TASK OBJECTIVE: Line by line, print the records exactly, and keep images out of the copy.

DATA PROVIDED:
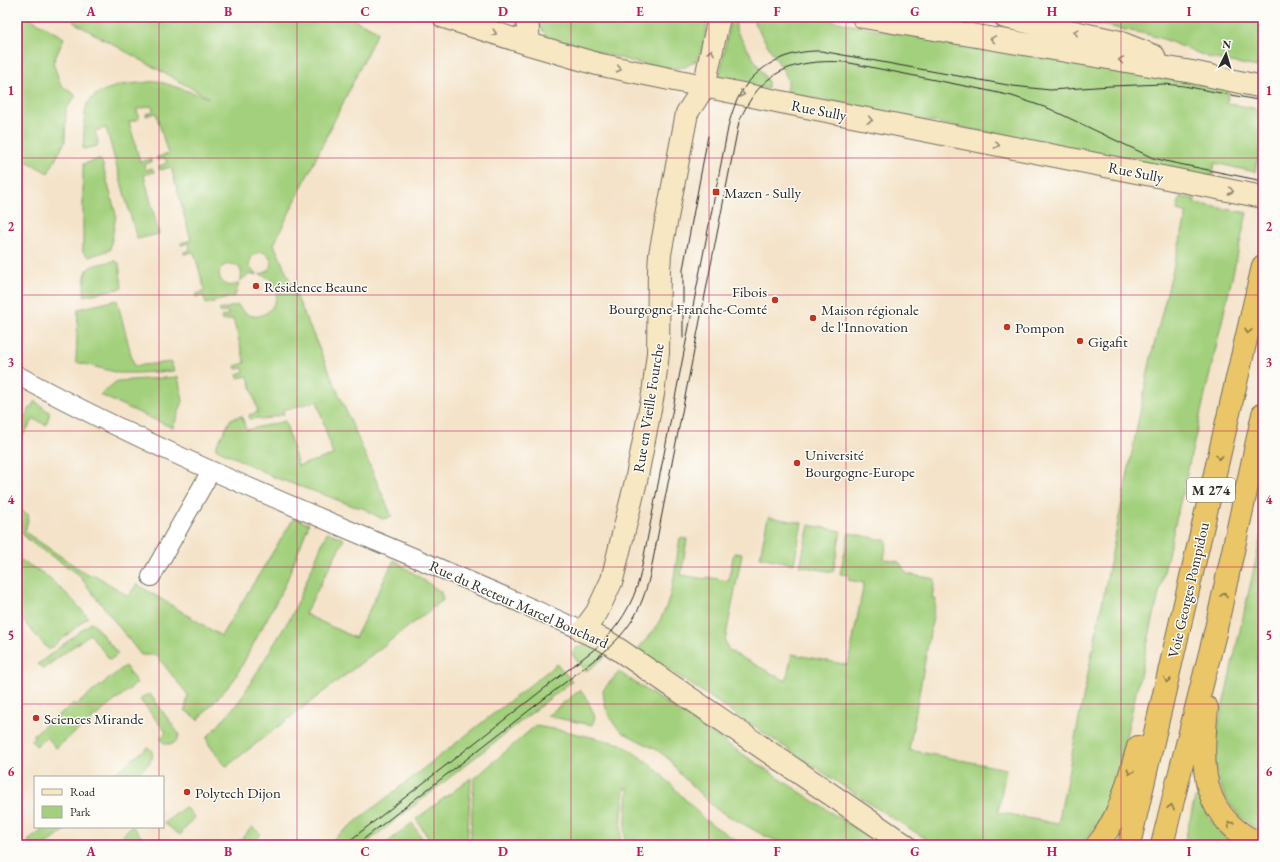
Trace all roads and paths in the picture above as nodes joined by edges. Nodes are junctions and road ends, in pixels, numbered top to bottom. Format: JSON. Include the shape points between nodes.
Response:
{"nodes":[{"id":1,"x":444,"y":17,"type":"edge"},
{"id":2,"x":526,"y":17,"type":"edge"},
{"id":3,"x":719,"y":17,"type":"edge"},
{"id":4,"x":863,"y":17,"type":"edge"},
{"id":5,"x":913,"y":17,"type":"edge"},
{"id":6,"x":1005,"y":17,"type":"edge"},
{"id":7,"x":939,"y":30,"type":"junction"},
{"id":8,"x":529,"y":44,"type":"junction"},
{"id":9,"x":1192,"y":72,"type":"junction"},
{"id":10,"x":704,"y":87,"type":"junction"},
{"id":11,"x":1263,"y":87,"type":"edge"},
{"id":12,"x":1263,"y":197,"type":"edge"},
{"id":13,"x":1263,"y":266,"type":"edge"},
{"id":14,"x":17,"y":375,"type":"edge"},
{"id":15,"x":1263,"y":414,"type":"edge"},
{"id":16,"x":211,"y":471,"type":"junction"},
{"id":17,"x":151,"y":577,"type":"dead end"},
{"id":18,"x":583,"y":631,"type":"junction"},
{"id":19,"x":1216,"y":634,"type":"junction"},
{"id":20,"x":1159,"y":714,"type":"junction"},
{"id":21,"x":904,"y":845,"type":"edge"},
{"id":22,"x":1097,"y":845,"type":"edge"},
{"id":23,"x":1129,"y":845,"type":"edge"},
{"id":24,"x":1162,"y":845,"type":"edge"},
{"id":25,"x":1263,"y":845,"type":"edge"}],
"edges":[{"from":1,"to":8,"type":"main road","name":"Rue Sully","one_way":true},
{"from":2,"to":8,"type":"main road"},
{"from":10,"to":3,"type":"main road","name":"Rue en Vieille Fourche","one_way":true},
{"from":4,"to":7,"type":"main road"},
{"from":5,"to":7,"type":"main road"},
{"from":9,"to":6,"type":"main road","one_way":true,"via":[[1116,41]]},
{"from":9,"to":7,"type":"main road","one_way":true},
{"from":8,"to":10,"type":"main road","name":"Rue Sully","one_way":true,"via":[[597,64]]},
{"from":9,"to":11,"type":"main road"},
{"from":10,"to":12,"type":"main road","name":"Rue Sully","one_way":true},
{"from":10,"to":18,"type":"main road","name":"Rue en Vieille Fourche","via":[[688,114],[660,254],[658,353],[653,394],[636,481],[612,580],[597,612]]},
{"from":13,"to":20,"type":"highway","name":"Voie Georges Pompidou","number":"M 274","one_way":true},
{"from":14,"to":16,"type":"street","name":"Rue du Recteur Marcel Bouchard","via":[[71,405]]},
{"from":19,"to":15,"type":"highway","number":"M 274","one_way":true},
{"from":16,"to":17,"type":"street"},
{"from":16,"to":18,"type":"street","name":"Rue du Recteur Marcel Bouchard"},
{"from":18,"to":21,"type":"main road","name":"Rue du Recteur Marcel Bouchard","via":[[612,645]]},
{"from":24,"to":19,"type":"highway","number":"M 274","one_way":true},
{"from":25,"to":19,"type":"highway","one_way":true,"via":[[1231,826],[1215,806],[1208,791],[1204,746]]},
{"from":20,"to":22,"type":"highway","one_way":true,"via":[[1146,724],[1113,821]]},
{"from":20,"to":23,"type":"highway","name":"Voie Georges Pompidou","number":"M 274"}]}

SOLUTION TO THE EXERCISE:
Trace all roads and paths in the picture above as nodes joined by edges. Nodes are junctions and road ends, in pixels, numbered top to bottom. Format: JSON. Include the shape points between nodes.
Response:
{"nodes":[{"id":1,"x":444,"y":17,"type":"edge"},
{"id":2,"x":526,"y":17,"type":"edge"},
{"id":3,"x":719,"y":17,"type":"edge"},
{"id":4,"x":863,"y":17,"type":"edge"},
{"id":5,"x":913,"y":17,"type":"edge"},
{"id":6,"x":1005,"y":17,"type":"edge"},
{"id":7,"x":939,"y":30,"type":"junction"},
{"id":8,"x":529,"y":44,"type":"junction"},
{"id":9,"x":1192,"y":72,"type":"junction"},
{"id":10,"x":704,"y":87,"type":"junction"},
{"id":11,"x":1263,"y":87,"type":"edge"},
{"id":12,"x":1263,"y":197,"type":"edge"},
{"id":13,"x":1263,"y":266,"type":"edge"},
{"id":14,"x":17,"y":375,"type":"edge"},
{"id":15,"x":1263,"y":414,"type":"edge"},
{"id":16,"x":211,"y":471,"type":"junction"},
{"id":17,"x":151,"y":577,"type":"dead end"},
{"id":18,"x":583,"y":631,"type":"junction"},
{"id":19,"x":1216,"y":634,"type":"junction"},
{"id":20,"x":1159,"y":714,"type":"junction"},
{"id":21,"x":904,"y":845,"type":"edge"},
{"id":22,"x":1097,"y":845,"type":"edge"},
{"id":23,"x":1129,"y":845,"type":"edge"},
{"id":24,"x":1162,"y":845,"type":"edge"},
{"id":25,"x":1263,"y":845,"type":"edge"}],
"edges":[{"from":1,"to":8,"type":"main road","name":"Rue Sully","one_way":true},
{"from":2,"to":8,"type":"main road"},
{"from":10,"to":3,"type":"main road","name":"Rue en Vieille Fourche","one_way":true},
{"from":4,"to":7,"type":"main road"},
{"from":5,"to":7,"type":"main road"},
{"from":9,"to":6,"type":"main road","one_way":true,"via":[[1116,41]]},
{"from":9,"to":7,"type":"main road","one_way":true},
{"from":8,"to":10,"type":"main road","name":"Rue Sully","one_way":true,"via":[[597,64]]},
{"from":9,"to":11,"type":"main road"},
{"from":10,"to":12,"type":"main road","name":"Rue Sully","one_way":true},
{"from":10,"to":18,"type":"main road","name":"Rue en Vieille Fourche","via":[[688,114],[660,254],[658,353],[653,394],[636,481],[612,580],[597,612]]},
{"from":13,"to":20,"type":"highway","name":"Voie Georges Pompidou","number":"M 274","one_way":true},
{"from":14,"to":16,"type":"street","name":"Rue du Recteur Marcel Bouchard","via":[[71,405]]},
{"from":19,"to":15,"type":"highway","number":"M 274","one_way":true},
{"from":16,"to":17,"type":"street"},
{"from":16,"to":18,"type":"street","name":"Rue du Recteur Marcel Bouchard"},
{"from":18,"to":21,"type":"main road","name":"Rue du Recteur Marcel Bouchard","via":[[612,645]]},
{"from":24,"to":19,"type":"highway","number":"M 274","one_way":true},
{"from":25,"to":19,"type":"highway","one_way":true,"via":[[1231,826],[1215,806],[1208,791],[1204,746]]},
{"from":20,"to":22,"type":"highway","one_way":true,"via":[[1146,724],[1113,821]]},
{"from":20,"to":23,"type":"highway","name":"Voie Georges Pompidou","number":"M 274"}]}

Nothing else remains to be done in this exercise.